Potentially for sprint 3

anderspeders commented 9 years ago

The purpose of this task will be to take OCR-text which is not good enough quality, and route this text through Mechincal Turk to improve the quality of the text.

This will for example take care of spelling errors and other errors which have occured during the OCR-process.

This will be deployed as part of the workflow in the step after the human review of the ABBYY OCR.

If the OCR is considered yellow or red, the text will be sent via the AWS API to mechnical turk where it will be solved as a task.

As an uploader I want to receive an alert or update once the text has completed the mechanical turk human review of the OCR.

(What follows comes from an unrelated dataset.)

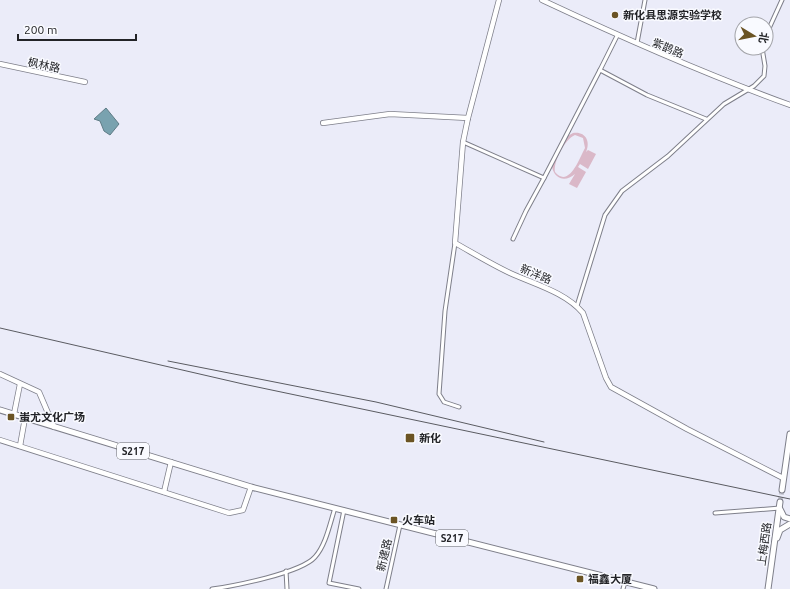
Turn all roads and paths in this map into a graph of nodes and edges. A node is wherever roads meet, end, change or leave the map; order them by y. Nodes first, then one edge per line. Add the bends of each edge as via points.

anderspeders commented 9 years ago

Suggest we put this issue forward during sprint 3.

anderspeders commented 9 years ago

Some examples of descriptions of workflow here: http://journal.code4lib.org/articles/6004

and here: https://tonywebster.com/2013/09/mechanical-turk-ocr-paper-reports/

@anjesh If you need directions for this, I suggest we schedule a time to connect in slack. Does backlog mean that this is not targeted under sprint 3?

anjesh commented 9 years ago

No Backlog doesn't mean that. We are exploring on that front and when we have sufficient info to go ahead, will move that to ready stage. Thanks for those links.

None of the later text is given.